* **EXERCISE GOAL**: Exclude images and print all the records verbatim.

── TASK MATERIAL ──

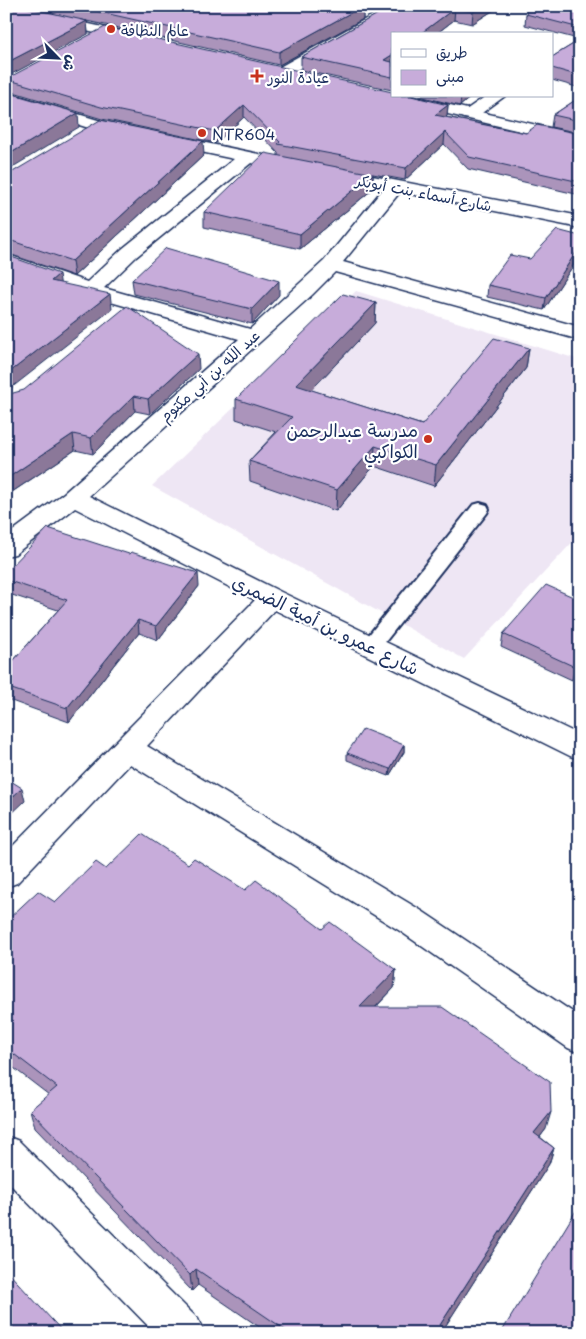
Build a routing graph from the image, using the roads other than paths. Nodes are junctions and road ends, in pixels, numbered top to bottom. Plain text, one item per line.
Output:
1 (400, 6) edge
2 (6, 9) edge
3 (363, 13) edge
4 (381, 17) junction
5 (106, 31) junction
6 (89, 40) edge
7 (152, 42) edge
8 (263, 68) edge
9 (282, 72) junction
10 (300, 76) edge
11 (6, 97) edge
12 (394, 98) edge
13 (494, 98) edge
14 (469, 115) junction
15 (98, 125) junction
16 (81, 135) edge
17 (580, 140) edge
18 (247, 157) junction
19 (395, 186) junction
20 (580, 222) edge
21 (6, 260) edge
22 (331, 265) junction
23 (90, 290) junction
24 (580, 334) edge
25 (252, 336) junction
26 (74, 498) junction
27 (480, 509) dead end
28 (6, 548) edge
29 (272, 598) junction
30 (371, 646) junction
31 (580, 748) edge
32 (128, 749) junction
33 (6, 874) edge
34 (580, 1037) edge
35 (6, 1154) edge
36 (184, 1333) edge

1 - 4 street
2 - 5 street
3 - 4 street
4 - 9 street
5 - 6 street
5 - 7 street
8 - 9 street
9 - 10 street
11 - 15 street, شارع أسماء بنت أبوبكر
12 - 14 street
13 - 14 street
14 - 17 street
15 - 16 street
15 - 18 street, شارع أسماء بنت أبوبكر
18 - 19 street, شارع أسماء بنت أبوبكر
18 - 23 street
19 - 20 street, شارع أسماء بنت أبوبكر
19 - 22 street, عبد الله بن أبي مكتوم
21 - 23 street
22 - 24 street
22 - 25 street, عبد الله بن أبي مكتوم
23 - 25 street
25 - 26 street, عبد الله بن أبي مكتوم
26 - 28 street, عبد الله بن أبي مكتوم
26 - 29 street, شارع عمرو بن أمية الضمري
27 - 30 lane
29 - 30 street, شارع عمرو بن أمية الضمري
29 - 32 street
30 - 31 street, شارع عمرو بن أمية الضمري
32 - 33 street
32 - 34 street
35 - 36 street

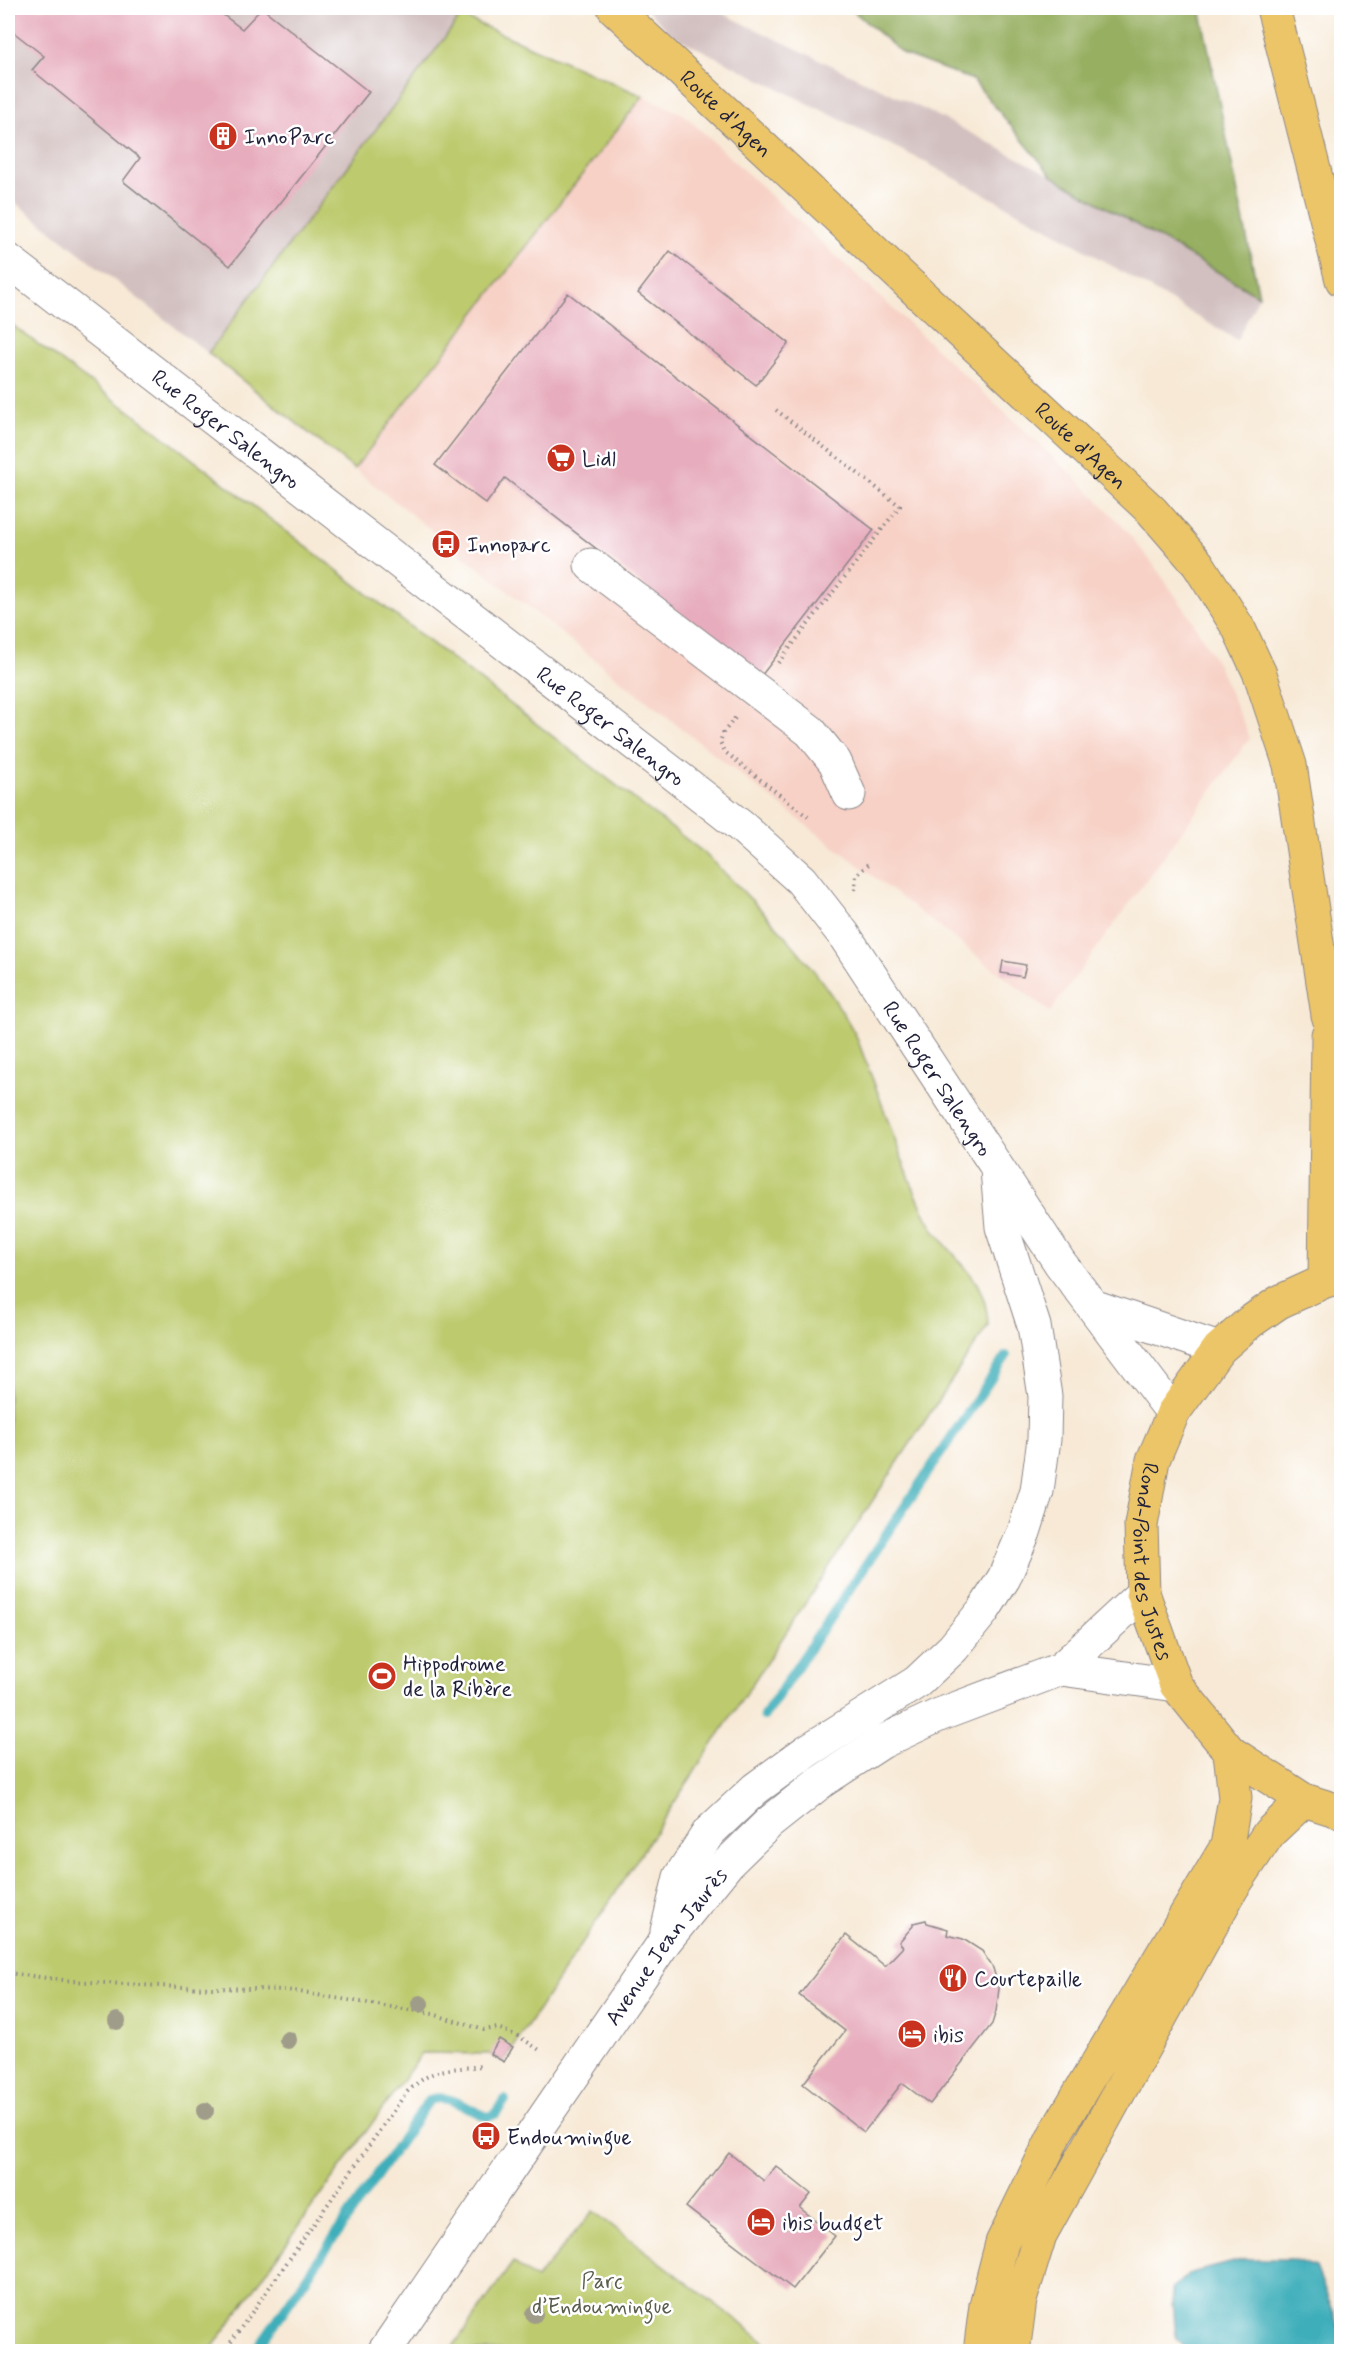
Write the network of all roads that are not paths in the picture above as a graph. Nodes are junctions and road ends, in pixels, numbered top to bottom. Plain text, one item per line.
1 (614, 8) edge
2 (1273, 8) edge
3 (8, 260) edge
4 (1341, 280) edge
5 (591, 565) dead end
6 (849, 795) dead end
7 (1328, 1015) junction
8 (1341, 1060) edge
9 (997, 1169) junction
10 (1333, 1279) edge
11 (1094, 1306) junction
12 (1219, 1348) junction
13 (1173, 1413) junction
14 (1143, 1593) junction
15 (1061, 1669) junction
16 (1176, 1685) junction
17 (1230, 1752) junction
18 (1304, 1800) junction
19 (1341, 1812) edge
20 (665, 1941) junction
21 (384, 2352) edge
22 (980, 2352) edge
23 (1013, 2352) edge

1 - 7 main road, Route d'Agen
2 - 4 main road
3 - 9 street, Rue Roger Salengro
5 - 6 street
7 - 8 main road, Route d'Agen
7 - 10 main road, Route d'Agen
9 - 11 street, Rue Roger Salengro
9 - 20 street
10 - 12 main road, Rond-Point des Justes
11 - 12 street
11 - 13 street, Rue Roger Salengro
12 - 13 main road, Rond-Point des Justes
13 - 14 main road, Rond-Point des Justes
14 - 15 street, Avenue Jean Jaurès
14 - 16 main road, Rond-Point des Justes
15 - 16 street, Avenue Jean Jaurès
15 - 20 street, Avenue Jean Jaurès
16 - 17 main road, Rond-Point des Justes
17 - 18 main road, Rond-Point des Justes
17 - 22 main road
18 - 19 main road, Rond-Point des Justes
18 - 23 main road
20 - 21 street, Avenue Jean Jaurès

───

* **OUTPUT OF THE TASK**:
Build a routing graph from the image, using the roads other than paths. Nodes are junctions and road ends, in pixels, numbered top to bottom. Plain text, one item per line.
Output:
1 (400, 6) edge
2 (6, 9) edge
3 (363, 13) edge
4 (381, 17) junction
5 (106, 31) junction
6 (89, 40) edge
7 (152, 42) edge
8 (263, 68) edge
9 (282, 72) junction
10 (300, 76) edge
11 (6, 97) edge
12 (394, 98) edge
13 (494, 98) edge
14 (469, 115) junction
15 (98, 125) junction
16 (81, 135) edge
17 (580, 140) edge
18 (247, 157) junction
19 (395, 186) junction
20 (580, 222) edge
21 (6, 260) edge
22 (331, 265) junction
23 (90, 290) junction
24 (580, 334) edge
25 (252, 336) junction
26 (74, 498) junction
27 (480, 509) dead end
28 (6, 548) edge
29 (272, 598) junction
30 (371, 646) junction
31 (580, 748) edge
32 (128, 749) junction
33 (6, 874) edge
34 (580, 1037) edge
35 (6, 1154) edge
36 (184, 1333) edge

1 - 4 street
2 - 5 street
3 - 4 street
4 - 9 street
5 - 6 street
5 - 7 street
8 - 9 street
9 - 10 street
11 - 15 street, شارع أسماء بنت أبوبكر
12 - 14 street
13 - 14 street
14 - 17 street
15 - 16 street
15 - 18 street, شارع أسماء بنت أبوبكر
18 - 19 street, شارع أسماء بنت أبوبكر
18 - 23 street
19 - 20 street, شارع أسماء بنت أبوبكر
19 - 22 street, عبد الله بن أبي مكتوم
21 - 23 street
22 - 24 street
22 - 25 street, عبد الله بن أبي مكتوم
23 - 25 street
25 - 26 street, عبد الله بن أبي مكتوم
26 - 28 street, عبد الله بن أبي مكتوم
26 - 29 street, شارع عمرو بن أمية الضمري
27 - 30 lane
29 - 30 street, شارع عمرو بن أمية الضمري
29 - 32 street
30 - 31 street, شارع عمرو بن أمية الضمري
32 - 33 street
32 - 34 street
35 - 36 street

Write the network of all roads that are not paths in the picture above as a graph. Nodes are junctions and road ends, in pixels, numbered top to bottom. Plain text, one item per line.
1 (614, 8) edge
2 (1273, 8) edge
3 (8, 260) edge
4 (1341, 280) edge
5 (591, 565) dead end
6 (849, 795) dead end
7 (1328, 1015) junction
8 (1341, 1060) edge
9 (997, 1169) junction
10 (1333, 1279) edge
11 (1094, 1306) junction
12 (1219, 1348) junction
13 (1173, 1413) junction
14 (1143, 1593) junction
15 (1061, 1669) junction
16 (1176, 1685) junction
17 (1230, 1752) junction
18 (1304, 1800) junction
19 (1341, 1812) edge
20 (665, 1941) junction
21 (384, 2352) edge
22 (980, 2352) edge
23 (1013, 2352) edge

1 - 7 main road, Route d'Agen
2 - 4 main road
3 - 9 street, Rue Roger Salengro
5 - 6 street
7 - 8 main road, Route d'Agen
7 - 10 main road, Route d'Agen
9 - 11 street, Rue Roger Salengro
9 - 20 street
10 - 12 main road, Rond-Point des Justes
11 - 12 street
11 - 13 street, Rue Roger Salengro
12 - 13 main road, Rond-Point des Justes
13 - 14 main road, Rond-Point des Justes
14 - 15 street, Avenue Jean Jaurès
14 - 16 main road, Rond-Point des Justes
15 - 16 street, Avenue Jean Jaurès
15 - 20 street, Avenue Jean Jaurès
16 - 17 main road, Rond-Point des Justes
17 - 18 main road, Rond-Point des Justes
17 - 22 main road
18 - 19 main road, Rond-Point des Justes
18 - 23 main road
20 - 21 street, Avenue Jean Jaurès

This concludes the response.